**TASK TO COMPLETE:** Any image in the records should be left out; output everything else exactly.

**EXTRACTED DATA:**
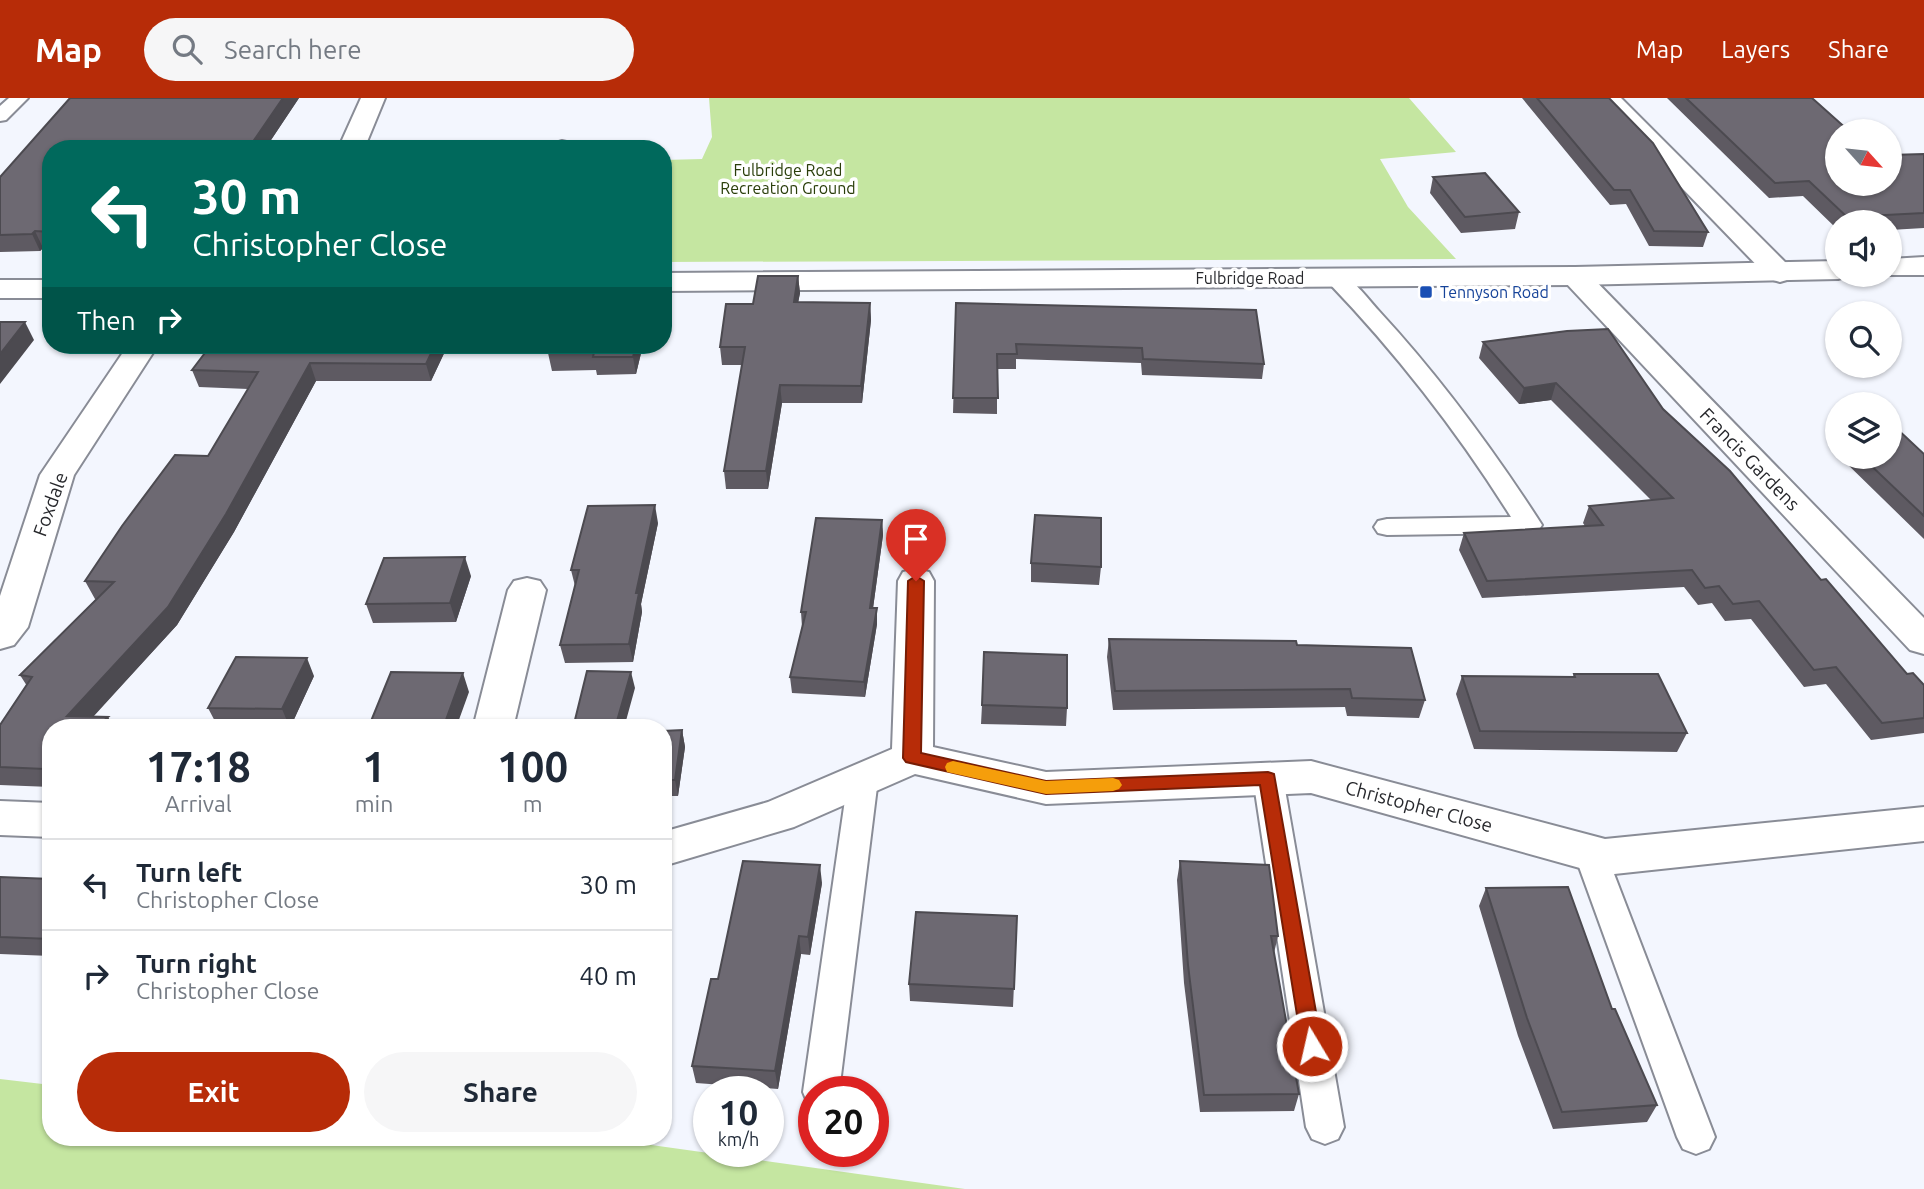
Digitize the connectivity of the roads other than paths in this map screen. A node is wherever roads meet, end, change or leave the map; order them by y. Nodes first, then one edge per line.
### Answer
1 (19, 98) edge
2 (373, 98) edge
3 (1607, 98) edge
4 (0, 116) edge
5 (355, 140) edge
6 (1924, 266) edge
7 (1902, 267) edge
8 (1825, 270) edge
9 (1780, 272) junction
10 (1575, 276) junction
11 (1335, 278) junction
12 (672, 282) edge
13 (0, 289) edge
14 (42, 289) edge
15 (137, 354) edge
16 (1387, 527) dead end
17 (916, 581) dead end
18 (527, 590) dead end
19 (0, 636) edge
20 (1924, 641) edge
21 (495, 719) edge
22 (912, 758) junction
23 (1268, 778) junction
24 (863, 779) junction
25 (0, 818) edge
26 (42, 820) edge
27 (1924, 824) edge
28 (672, 846) edge
29 (1590, 853) junction
30 (823, 1076) edge
31 (1325, 1127) dead end
32 (1696, 1138) dead end

1 - 4 lane
2 - 5 street
3 - 9 street
6 - 7 street
8 - 9 street, Fulbridge Road
9 - 10 street, Fulbridge Road
10 - 11 street, Fulbridge Road
10 - 20 street, Francis Gardens
11 - 12 street, Fulbridge Road
11 - 16 lane
13 - 14 street
15 - 19 street, Foxdale
17 - 22 street
18 - 21 street
22 - 23 street, Christopher Close
22 - 24 street
23 - 29 street, Christopher Close
23 - 31 lane
24 - 28 street
24 - 30 lane
25 - 26 street
27 - 29 street, Christopher Close
29 - 32 lane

**ANSWER TO THIS TASK:**
Digitize the connectivity of the roads other than paths in this map screen. A node is wherever roads meet, end, change or leave the map; order them by y. Nodes first, then one edge per line.
### Answer
1 (19, 98) edge
2 (373, 98) edge
3 (1607, 98) edge
4 (0, 116) edge
5 (355, 140) edge
6 (1924, 266) edge
7 (1902, 267) edge
8 (1825, 270) edge
9 (1780, 272) junction
10 (1575, 276) junction
11 (1335, 278) junction
12 (672, 282) edge
13 (0, 289) edge
14 (42, 289) edge
15 (137, 354) edge
16 (1387, 527) dead end
17 (916, 581) dead end
18 (527, 590) dead end
19 (0, 636) edge
20 (1924, 641) edge
21 (495, 719) edge
22 (912, 758) junction
23 (1268, 778) junction
24 (863, 779) junction
25 (0, 818) edge
26 (42, 820) edge
27 (1924, 824) edge
28 (672, 846) edge
29 (1590, 853) junction
30 (823, 1076) edge
31 (1325, 1127) dead end
32 (1696, 1138) dead end

1 - 4 lane
2 - 5 street
3 - 9 street
6 - 7 street
8 - 9 street, Fulbridge Road
9 - 10 street, Fulbridge Road
10 - 11 street, Fulbridge Road
10 - 20 street, Francis Gardens
11 - 12 street, Fulbridge Road
11 - 16 lane
13 - 14 street
15 - 19 street, Foxdale
17 - 22 street
18 - 21 street
22 - 23 street, Christopher Close
22 - 24 street
23 - 29 street, Christopher Close
23 - 31 lane
24 - 28 street
24 - 30 lane
25 - 26 street
27 - 29 street, Christopher Close
29 - 32 lane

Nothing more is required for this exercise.